Djaya returned to Indonesia in 1949 or 1950. He initially remained in the national capital of Jakarta, running a studio called Nan Jaya in Menteng. This studio was destroyed by fire in 1953. By the middle of the decade, Djaya had moved to Bali to escape the highly politicized atmosphere of the national capital in Jakarta. He painted extensively for the tourist market, with his studio located on the popular Kuta Beach. At the same time, his works remained popular with Indonesian collectors. Numerous items were acquired by President Sukarno, who also commissioned several works.

In 1958, Djaya received two Satyalencana awards for his contributions to the Indonesian national revolution.
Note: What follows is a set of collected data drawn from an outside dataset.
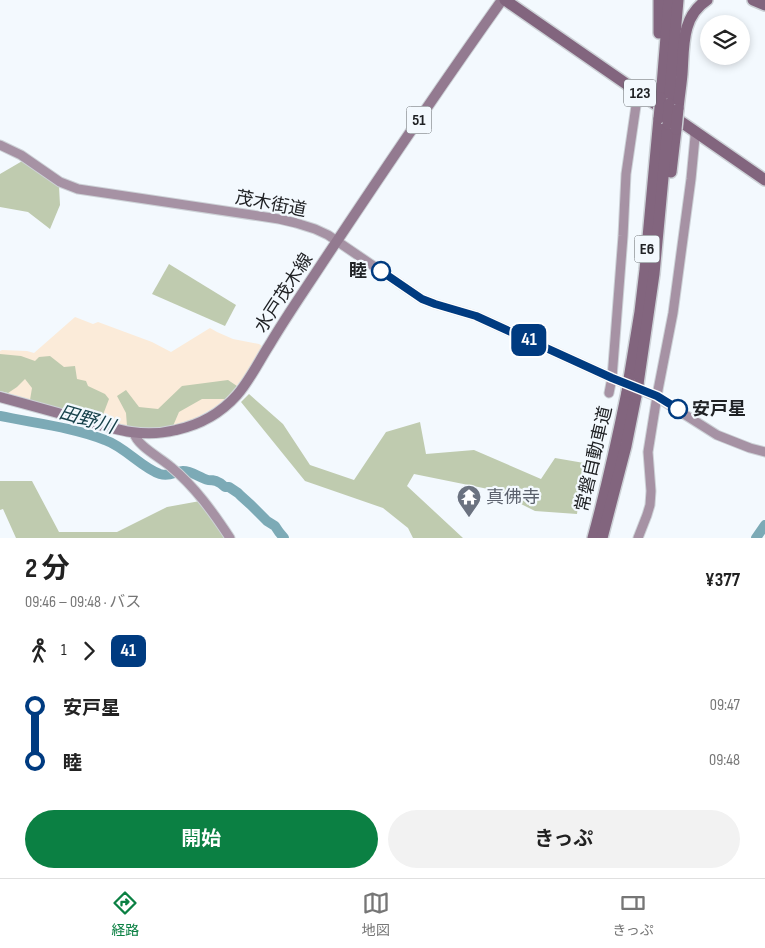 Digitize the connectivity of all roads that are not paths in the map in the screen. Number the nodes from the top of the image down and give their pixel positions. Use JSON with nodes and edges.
{"nodes":[{"id":1,"x":503,"y":0,"type":"edge"},
{"id":2,"x":520,"y":0,"type":"edge"},
{"id":3,"x":659,"y":0,"type":"edge"},
{"id":4,"x":669,"y":0,"type":"edge"},
{"id":5,"x":678,"y":0,"type":"edge"},
{"id":6,"x":706,"y":0,"type":"edge"},
{"id":7,"x":752,"y":0,"type":"edge"},
{"id":8,"x":765,"y":5,"type":"edge"},
{"id":9,"x":533,"y":19,"type":"junction"},
{"id":10,"x":638,"y":92,"type":"junction"},
{"id":11,"x":666,"y":102,"type":"junction"},
{"id":12,"x":664,"y":121,"type":"junction"},
{"id":13,"x":694,"y":130,"type":"junction"},
{"id":14,"x":0,"y":145,"type":"edge"},
{"id":15,"x":765,"y":180,"type":"edge"},
{"id":16,"x":337,"y":241,"type":"junction"},
{"id":17,"x":612,"y":378,"type":"junction"},
{"id":18,"x":632,"y":378,"type":"junction"},
{"id":19,"x":609,"y":394,"type":"dead end"},
{"id":20,"x":631,"y":394,"type":"junction"},
{"id":21,"x":657,"y":396,"type":"junction"},
{"id":22,"x":0,"y":397,"type":"edge"},
{"id":23,"x":134,"y":433,"type":"junction"},
{"id":24,"x":765,"y":452,"type":"edge"},
{"id":25,"x":230,"y":538,"type":"edge"},
{"id":26,"x":593,"y":538,"type":"edge"},
{"id":27,"x":602,"y":538,"type":"edge"},
{"id":28,"x":638,"y":538,"type":"edge"}],
"edges":[{"from":1,"to":9,"type":"highway","number":"123"},
{"from":1,"to":16,"type":"main road","name":"水戸茂木線","number":"51"},
{"from":2,"to":9,"type":"highway"},
{"from":3,"to":11,"type":"highway"},
{"from":4,"to":11,"type":"highway"},
{"from":5,"to":11,"type":"highway"},
{"from":6,"to":11,"type":"highway"},
{"from":7,"to":8,"type":"highway"},
{"from":9,"to":10,"type":"highway","number":"123"},
{"from":10,"to":13,"type":"highway","number":"123"},
{"from":10,"to":17,"type":"street"},
{"from":11,"to":12,"type":"highway","bridge":true},
{"from":11,"to":12,"type":"highway"},
{"from":12,"to":18,"type":"highway"},
{"from":12,"to":18,"type":"highway","name":"常磐自動車道"},
{"from":13,"to":15,"type":"highway","number":"123"},
{"from":13,"to":21,"type":"street"},
{"from":14,"to":16,"type":"street","name":"茂木街道"},
{"from":16,"to":17,"type":"street","name":"茂木街道"},
{"from":16,"to":23,"type":"main road","name":"水戸茂木線","number":"51"},
{"from":17,"to":19,"type":"street"},
{"from":17,"to":21,"type":"street","name":"茂木街道"},
{"from":18,"to":20,"type":"highway","name":"常磐自動車道","bridge":true},
{"from":20,"to":26,"type":"highway","name":"常磐自動車道"},
{"from":20,"to":27,"type":"highway","name":"常磐自動車道"},
{"from":21,"to":24,"type":"street","name":"茂木街道"},
{"from":21,"to":28,"type":"street"},
{"from":22,"to":23,"type":"main road","name":"水戸茂木線","number":"51"},
{"from":23,"to":25,"type":"street"}]}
During the widespread unrest that followed the fall of Sukarno and rise of Suharto, Djaya's studio and gallery at Kuta was damaged. Djaya relocated to the Sanur area in the 1970s. He held a solo exhibition at Taman Ismail Marzuki in Jakarta in 1976. Djaya died on 24 April 1994, a year after receiving a lifetime achievement award for his contributions to Indonesian art.

==Art and legacy==
Generally, paintings by Djaya are not overtly political, though numerous works completed during the Japanese occupation illustrated scenes of battle and combat. Common subjects include works derived from Javanese mythology as well as everyday life. He also occasioned to paint friends and family. In the 1950s, his inspirations included the reliefs found on the Hindu and Buddhist temples found through the Indonesian archipelago.
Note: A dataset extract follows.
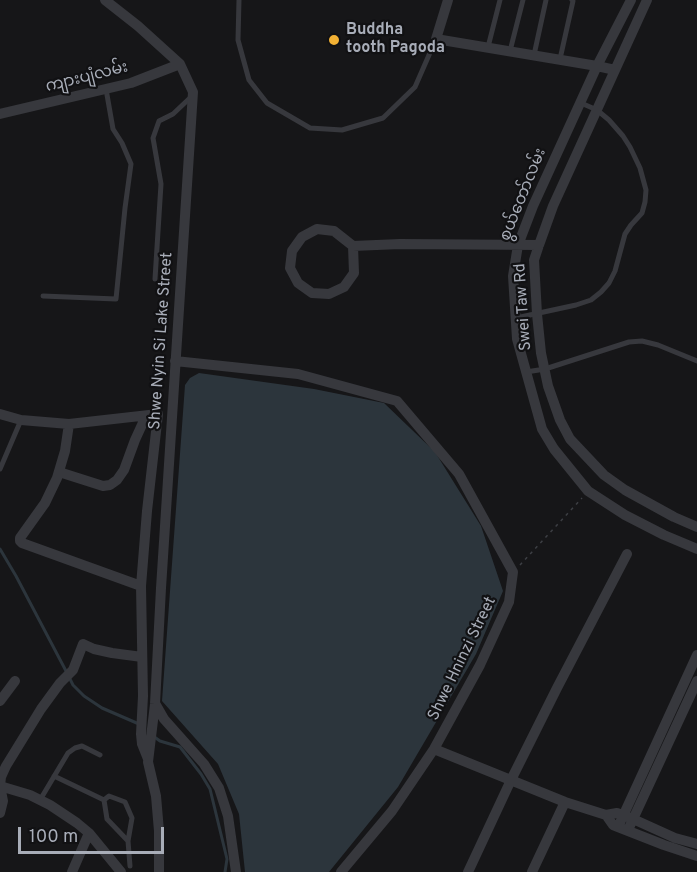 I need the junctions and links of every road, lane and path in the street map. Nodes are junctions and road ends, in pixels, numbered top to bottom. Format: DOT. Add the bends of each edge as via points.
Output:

In his style, Matt Cox of the Routledge Encyclopedia of Modernism describes Djaya as blending fauvism and expressionism, though the American art historian Claire Holt writes that his expressionist tendencies were much diminished during his time in Bali, at which time commercial interests were more dominant. Meanwhile, the Indonesian curator Amir Sidharta describes Djaya's works of the 1950s as more sophisticated in their composition, though he also deems later paintings to have lost their "guiding light".

Writing in 1967, Holt deemed Djaya to have a reputation based more on his previous achievements rather than contemporary output. Sidharta described Djaya as having become a neglected painter by the 2010s, with no in-depth studies of his art. In 2018, the Stedelijk Museum held a retrospective exhibition focused on the anti-colonial messaging spread by the Djaya brothers through their artwork.